About this exercise
Below are several entries. Transcribe exactly those lines that fall from the one with "Left hand at" through the one with "middle pip: (355, 241)", end lines included.

Task input
BEGIN

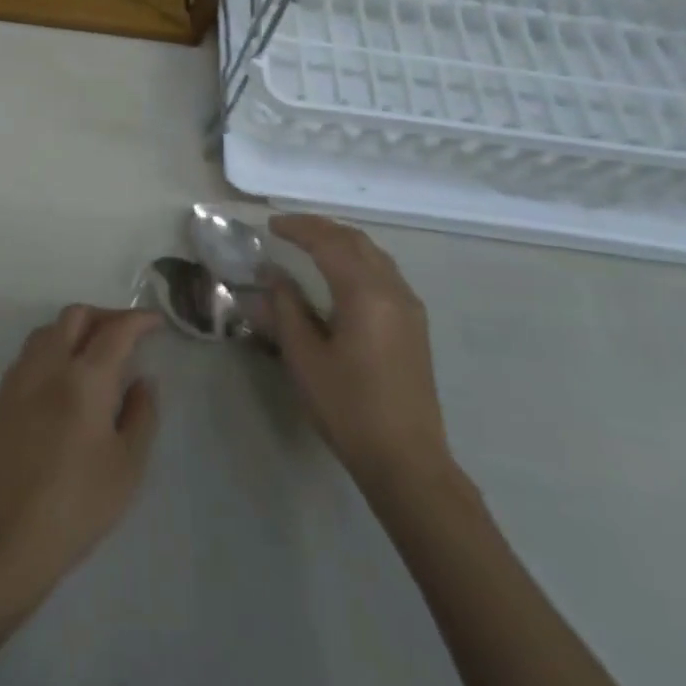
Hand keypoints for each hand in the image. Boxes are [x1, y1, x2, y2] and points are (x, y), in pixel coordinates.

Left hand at [0, 306, 160, 598]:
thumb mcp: (128, 465)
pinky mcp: (1, 396)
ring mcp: (20, 377)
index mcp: (85, 378)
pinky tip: (64, 376)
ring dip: (75, 328)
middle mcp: (49, 365)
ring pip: (48, 329)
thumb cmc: (79, 503)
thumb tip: (142, 380)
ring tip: (95, 351)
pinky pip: (30, 353)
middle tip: (127, 334)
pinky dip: (53, 348)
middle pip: (76, 316)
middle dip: (105, 316)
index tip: (155, 322)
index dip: (138, 320)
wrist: (9, 534)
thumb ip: (141, 414)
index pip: (115, 331)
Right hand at [265, 216, 451, 499]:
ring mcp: (409, 306)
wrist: (407, 461)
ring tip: (310, 244)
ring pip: (373, 254)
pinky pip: (383, 272)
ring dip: (341, 241)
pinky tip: (340, 273)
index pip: (329, 243)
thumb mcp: (305, 358)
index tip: (271, 225)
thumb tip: (272, 274)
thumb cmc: (349, 408)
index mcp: (365, 294)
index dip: (298, 228)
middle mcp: (393, 290)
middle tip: (288, 228)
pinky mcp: (414, 324)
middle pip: (355, 241)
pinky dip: (357, 259)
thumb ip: (286, 308)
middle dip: (321, 228)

END

Answer to this exercise
Left hand at [0, 306, 160, 598]:
thumb mcp: (128, 465)
pinky mcp: (1, 396)
ring mcp: (20, 377)
index mcp: (85, 378)
pinky tip: (64, 376)
ring dip: (75, 328)
middle mcp: (49, 365)
ring pip: (48, 329)
thumb cmc: (79, 503)
thumb tip: (142, 380)
ring tip: (95, 351)
pinky pip: (30, 353)
middle tip: (127, 334)
pinky dip: (53, 348)
middle pip: (76, 316)
middle dip: (105, 316)
index tip: (155, 322)
index dip: (138, 320)
wrist: (9, 534)
thumb ip: (141, 414)
index pip: (115, 331)
Right hand at [265, 216, 451, 499]:
ring mcp: (409, 306)
wrist: (407, 461)
ring tip: (310, 244)
ring pip: (373, 254)
pinky pip: (383, 272)
ring dip: (341, 241)
pinky tip: (340, 273)
index pip: (329, 243)
thumb mcp: (305, 358)
index tip: (271, 225)
thumb tip: (272, 274)
thumb cmc: (349, 408)
index mcp: (365, 294)
index dip: (298, 228)
middle mcp: (393, 290)
middle tip: (288, 228)
pinky mcp: (414, 324)
middle pip: (355, 241)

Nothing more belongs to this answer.